╭─ RECORDS FOR THE TASK
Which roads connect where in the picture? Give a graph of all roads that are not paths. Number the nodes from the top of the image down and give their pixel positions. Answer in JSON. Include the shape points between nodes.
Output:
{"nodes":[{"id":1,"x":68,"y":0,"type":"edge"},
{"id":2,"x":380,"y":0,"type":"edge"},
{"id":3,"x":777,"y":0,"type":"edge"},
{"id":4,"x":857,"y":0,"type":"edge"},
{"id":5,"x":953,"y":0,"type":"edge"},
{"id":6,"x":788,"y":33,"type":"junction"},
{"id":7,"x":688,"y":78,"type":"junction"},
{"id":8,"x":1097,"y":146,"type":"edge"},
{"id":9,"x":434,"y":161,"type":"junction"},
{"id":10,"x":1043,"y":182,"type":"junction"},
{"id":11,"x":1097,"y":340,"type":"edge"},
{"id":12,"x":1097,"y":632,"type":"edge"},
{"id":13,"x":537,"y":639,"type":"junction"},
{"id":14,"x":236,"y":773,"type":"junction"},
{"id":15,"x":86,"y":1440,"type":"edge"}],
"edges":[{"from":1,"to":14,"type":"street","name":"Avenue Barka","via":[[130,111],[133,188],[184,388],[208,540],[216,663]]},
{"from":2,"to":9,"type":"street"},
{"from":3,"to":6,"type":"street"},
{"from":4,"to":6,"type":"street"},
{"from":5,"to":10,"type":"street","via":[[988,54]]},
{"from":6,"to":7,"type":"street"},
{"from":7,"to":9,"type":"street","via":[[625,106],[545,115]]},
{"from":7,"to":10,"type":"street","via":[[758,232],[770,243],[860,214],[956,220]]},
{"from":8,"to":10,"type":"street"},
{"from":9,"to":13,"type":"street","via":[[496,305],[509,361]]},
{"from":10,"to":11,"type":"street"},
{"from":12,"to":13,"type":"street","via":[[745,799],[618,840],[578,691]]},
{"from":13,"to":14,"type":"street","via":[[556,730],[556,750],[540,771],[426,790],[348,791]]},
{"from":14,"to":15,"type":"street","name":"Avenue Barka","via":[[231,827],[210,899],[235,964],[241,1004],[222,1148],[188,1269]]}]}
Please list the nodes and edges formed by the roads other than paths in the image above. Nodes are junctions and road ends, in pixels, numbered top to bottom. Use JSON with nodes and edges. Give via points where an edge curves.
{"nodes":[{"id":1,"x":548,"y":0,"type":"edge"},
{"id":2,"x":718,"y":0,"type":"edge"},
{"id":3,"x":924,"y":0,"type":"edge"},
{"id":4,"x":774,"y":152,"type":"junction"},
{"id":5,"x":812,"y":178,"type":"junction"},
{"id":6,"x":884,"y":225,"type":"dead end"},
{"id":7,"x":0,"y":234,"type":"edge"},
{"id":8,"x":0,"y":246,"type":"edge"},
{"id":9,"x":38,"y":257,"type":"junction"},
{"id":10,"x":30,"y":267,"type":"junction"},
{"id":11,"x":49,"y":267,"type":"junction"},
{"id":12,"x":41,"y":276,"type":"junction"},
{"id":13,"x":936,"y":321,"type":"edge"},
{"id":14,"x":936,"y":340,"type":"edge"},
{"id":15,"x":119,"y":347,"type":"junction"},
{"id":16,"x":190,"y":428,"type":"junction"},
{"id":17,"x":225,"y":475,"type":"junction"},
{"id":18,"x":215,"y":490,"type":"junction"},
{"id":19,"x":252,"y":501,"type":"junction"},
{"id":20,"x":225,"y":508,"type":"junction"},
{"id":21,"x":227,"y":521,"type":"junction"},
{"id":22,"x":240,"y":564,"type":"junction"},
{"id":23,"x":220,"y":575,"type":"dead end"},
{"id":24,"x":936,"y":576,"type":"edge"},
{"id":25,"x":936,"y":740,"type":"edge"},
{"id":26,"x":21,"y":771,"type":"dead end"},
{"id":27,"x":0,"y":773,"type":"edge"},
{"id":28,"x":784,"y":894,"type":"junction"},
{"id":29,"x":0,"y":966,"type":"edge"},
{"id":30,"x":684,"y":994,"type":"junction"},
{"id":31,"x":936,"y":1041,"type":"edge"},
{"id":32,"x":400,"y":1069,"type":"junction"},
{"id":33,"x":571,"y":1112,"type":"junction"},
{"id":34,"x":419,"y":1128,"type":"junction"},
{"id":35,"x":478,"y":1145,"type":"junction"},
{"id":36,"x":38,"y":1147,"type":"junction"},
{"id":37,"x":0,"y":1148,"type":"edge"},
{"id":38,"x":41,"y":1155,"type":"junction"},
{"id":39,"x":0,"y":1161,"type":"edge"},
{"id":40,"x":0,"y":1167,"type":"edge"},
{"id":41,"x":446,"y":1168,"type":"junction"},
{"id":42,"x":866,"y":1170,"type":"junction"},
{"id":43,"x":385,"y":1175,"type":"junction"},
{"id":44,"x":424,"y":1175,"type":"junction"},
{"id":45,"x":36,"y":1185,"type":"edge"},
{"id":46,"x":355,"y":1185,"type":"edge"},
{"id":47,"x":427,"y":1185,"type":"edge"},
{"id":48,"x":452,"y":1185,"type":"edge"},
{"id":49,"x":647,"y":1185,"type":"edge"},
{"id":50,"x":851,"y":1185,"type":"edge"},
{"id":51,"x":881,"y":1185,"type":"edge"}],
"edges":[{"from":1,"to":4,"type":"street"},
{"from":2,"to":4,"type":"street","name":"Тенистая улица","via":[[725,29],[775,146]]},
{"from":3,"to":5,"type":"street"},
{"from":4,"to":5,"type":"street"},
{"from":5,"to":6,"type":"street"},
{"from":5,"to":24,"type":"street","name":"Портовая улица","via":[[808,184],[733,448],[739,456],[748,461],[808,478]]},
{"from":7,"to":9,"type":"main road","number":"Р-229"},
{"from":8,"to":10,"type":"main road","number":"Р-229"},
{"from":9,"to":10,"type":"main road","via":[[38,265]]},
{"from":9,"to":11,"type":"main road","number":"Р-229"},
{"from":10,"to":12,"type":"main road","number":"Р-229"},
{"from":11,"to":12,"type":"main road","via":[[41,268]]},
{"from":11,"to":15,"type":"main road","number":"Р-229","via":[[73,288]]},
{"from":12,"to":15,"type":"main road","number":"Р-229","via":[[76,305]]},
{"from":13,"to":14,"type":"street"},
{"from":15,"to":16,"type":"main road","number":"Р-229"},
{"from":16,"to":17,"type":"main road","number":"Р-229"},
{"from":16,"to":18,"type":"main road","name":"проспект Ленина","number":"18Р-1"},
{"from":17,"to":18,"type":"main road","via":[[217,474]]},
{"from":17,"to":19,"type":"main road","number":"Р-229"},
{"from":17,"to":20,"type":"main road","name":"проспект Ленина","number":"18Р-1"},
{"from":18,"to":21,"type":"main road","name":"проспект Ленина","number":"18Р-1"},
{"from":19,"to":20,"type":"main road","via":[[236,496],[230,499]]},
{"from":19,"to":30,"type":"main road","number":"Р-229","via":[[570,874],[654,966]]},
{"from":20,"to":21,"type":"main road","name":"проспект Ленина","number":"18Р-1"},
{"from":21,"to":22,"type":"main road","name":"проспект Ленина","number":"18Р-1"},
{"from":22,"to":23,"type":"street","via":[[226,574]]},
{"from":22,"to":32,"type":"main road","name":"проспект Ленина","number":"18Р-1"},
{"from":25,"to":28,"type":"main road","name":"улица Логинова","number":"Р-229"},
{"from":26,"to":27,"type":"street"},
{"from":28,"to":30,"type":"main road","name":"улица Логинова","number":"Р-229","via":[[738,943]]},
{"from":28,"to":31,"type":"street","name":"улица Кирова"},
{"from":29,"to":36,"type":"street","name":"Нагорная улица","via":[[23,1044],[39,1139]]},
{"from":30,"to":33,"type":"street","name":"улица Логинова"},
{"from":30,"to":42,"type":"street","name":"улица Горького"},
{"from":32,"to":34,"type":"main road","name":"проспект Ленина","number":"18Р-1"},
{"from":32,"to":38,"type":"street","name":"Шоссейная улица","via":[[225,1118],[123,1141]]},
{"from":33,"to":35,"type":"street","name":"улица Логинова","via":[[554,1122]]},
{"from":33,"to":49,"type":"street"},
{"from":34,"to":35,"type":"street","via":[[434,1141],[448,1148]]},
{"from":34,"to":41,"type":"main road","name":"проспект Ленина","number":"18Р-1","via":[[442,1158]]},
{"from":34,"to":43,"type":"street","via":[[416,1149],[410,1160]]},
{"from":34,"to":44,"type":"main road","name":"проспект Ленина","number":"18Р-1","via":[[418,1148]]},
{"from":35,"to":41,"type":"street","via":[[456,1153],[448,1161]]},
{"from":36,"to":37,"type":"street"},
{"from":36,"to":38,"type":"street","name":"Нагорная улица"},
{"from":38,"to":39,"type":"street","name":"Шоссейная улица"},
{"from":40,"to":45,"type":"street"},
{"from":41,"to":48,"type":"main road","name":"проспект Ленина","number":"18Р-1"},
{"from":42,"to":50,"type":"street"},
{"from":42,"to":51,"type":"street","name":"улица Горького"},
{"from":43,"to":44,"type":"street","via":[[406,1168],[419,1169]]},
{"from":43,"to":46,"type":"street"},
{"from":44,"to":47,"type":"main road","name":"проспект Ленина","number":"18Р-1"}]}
╰─
* [TASK]
Among the entries above, determine how many lines contain "nodes", then output only that number.

* [ANSWER SECTION]
4